- _WORK INSTRUCTIONS_
Word for word, repeat each record that follows.
========================================
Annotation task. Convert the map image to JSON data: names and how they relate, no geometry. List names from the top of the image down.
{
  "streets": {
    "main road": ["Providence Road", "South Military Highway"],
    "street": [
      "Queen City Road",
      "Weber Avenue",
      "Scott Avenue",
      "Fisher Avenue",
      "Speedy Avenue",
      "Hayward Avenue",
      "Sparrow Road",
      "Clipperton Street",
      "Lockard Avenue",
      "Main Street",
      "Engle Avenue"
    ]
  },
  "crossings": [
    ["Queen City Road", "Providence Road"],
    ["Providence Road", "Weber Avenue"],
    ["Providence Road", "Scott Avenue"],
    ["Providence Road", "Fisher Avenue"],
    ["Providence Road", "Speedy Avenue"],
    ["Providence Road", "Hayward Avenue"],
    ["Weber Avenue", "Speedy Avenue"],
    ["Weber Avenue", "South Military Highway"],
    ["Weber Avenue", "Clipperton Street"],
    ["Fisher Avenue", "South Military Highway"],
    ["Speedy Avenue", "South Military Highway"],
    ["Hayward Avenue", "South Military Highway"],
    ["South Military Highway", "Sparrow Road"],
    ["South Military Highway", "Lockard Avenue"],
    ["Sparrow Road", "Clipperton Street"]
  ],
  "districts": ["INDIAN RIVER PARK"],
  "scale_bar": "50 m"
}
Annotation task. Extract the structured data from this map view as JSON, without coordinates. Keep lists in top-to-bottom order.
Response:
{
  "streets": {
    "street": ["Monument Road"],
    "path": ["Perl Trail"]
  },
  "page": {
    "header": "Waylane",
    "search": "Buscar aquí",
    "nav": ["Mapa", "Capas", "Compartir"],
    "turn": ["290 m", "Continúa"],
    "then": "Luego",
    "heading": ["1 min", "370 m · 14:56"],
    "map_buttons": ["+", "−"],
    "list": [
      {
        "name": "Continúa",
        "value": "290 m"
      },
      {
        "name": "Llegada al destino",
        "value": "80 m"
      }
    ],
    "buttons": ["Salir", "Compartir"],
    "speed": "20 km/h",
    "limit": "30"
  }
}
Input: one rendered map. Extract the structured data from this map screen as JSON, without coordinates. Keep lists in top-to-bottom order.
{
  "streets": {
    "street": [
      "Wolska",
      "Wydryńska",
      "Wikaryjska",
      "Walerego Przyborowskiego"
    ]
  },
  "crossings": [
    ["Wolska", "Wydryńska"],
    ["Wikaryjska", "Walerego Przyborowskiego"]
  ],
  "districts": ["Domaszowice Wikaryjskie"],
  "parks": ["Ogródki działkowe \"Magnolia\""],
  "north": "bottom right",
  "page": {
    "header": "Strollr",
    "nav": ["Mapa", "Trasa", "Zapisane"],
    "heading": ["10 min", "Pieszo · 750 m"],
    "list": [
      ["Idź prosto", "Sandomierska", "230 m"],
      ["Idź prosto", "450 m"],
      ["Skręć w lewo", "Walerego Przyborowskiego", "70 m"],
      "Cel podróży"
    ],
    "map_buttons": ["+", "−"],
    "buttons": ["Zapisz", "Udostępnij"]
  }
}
========================================
- _ANSWER BELOW_
Annotation task. Convert the map image to JSON data: names and how they relate, no geometry. List names from the top of the image down.
{
  "streets": {
    "main road": ["Providence Road", "South Military Highway"],
    "street": [
      "Queen City Road",
      "Weber Avenue",
      "Scott Avenue",
      "Fisher Avenue",
      "Speedy Avenue",
      "Hayward Avenue",
      "Sparrow Road",
      "Clipperton Street",
      "Lockard Avenue",
      "Main Street",
      "Engle Avenue"
    ]
  },
  "crossings": [
    ["Queen City Road", "Providence Road"],
    ["Providence Road", "Weber Avenue"],
    ["Providence Road", "Scott Avenue"],
    ["Providence Road", "Fisher Avenue"],
    ["Providence Road", "Speedy Avenue"],
    ["Providence Road", "Hayward Avenue"],
    ["Weber Avenue", "Speedy Avenue"],
    ["Weber Avenue", "South Military Highway"],
    ["Weber Avenue", "Clipperton Street"],
    ["Fisher Avenue", "South Military Highway"],
    ["Speedy Avenue", "South Military Highway"],
    ["Hayward Avenue", "South Military Highway"],
    ["South Military Highway", "Sparrow Road"],
    ["South Military Highway", "Lockard Avenue"],
    ["Sparrow Road", "Clipperton Street"]
  ],
  "districts": ["INDIAN RIVER PARK"],
  "scale_bar": "50 m"
}
Annotation task. Extract the structured data from this map view as JSON, without coordinates. Keep lists in top-to-bottom order.
Response:
{
  "streets": {
    "street": ["Monument Road"],
    "path": ["Perl Trail"]
  },
  "page": {
    "header": "Waylane",
    "search": "Buscar aquí",
    "nav": ["Mapa", "Capas", "Compartir"],
    "turn": ["290 m", "Continúa"],
    "then": "Luego",
    "heading": ["1 min", "370 m · 14:56"],
    "map_buttons": ["+", "−"],
    "list": [
      {
        "name": "Continúa",
        "value": "290 m"
      },
      {
        "name": "Llegada al destino",
        "value": "80 m"
      }
    ],
    "buttons": ["Salir", "Compartir"],
    "speed": "20 km/h",
    "limit": "30"
  }
}
Input: one rendered map. Extract the structured data from this map screen as JSON, without coordinates. Keep lists in top-to-bottom order.
{
  "streets": {
    "street": [
      "Wolska",
      "Wydryńska",
      "Wikaryjska",
      "Walerego Przyborowskiego"
    ]
  },
  "crossings": [
    ["Wolska", "Wydryńska"],
    ["Wikaryjska", "Walerego Przyborowskiego"]
  ],
  "districts": ["Domaszowice Wikaryjskie"],
  "parks": ["Ogródki działkowe \"Magnolia\""],
  "north": "bottom right",
  "page": {
    "header": "Strollr",
    "nav": ["Mapa", "Trasa", "Zapisane"],
    "heading": ["10 min", "Pieszo · 750 m"],
    "list": [
      ["Idź prosto", "Sandomierska", "230 m"],
      ["Idź prosto", "450 m"],
      ["Skręć w lewo", "Walerego Przyborowskiego", "70 m"],
      "Cel podróży"
    ],
    "map_buttons": ["+", "−"],
    "buttons": ["Zapisz", "Udostępnij"]
  }
}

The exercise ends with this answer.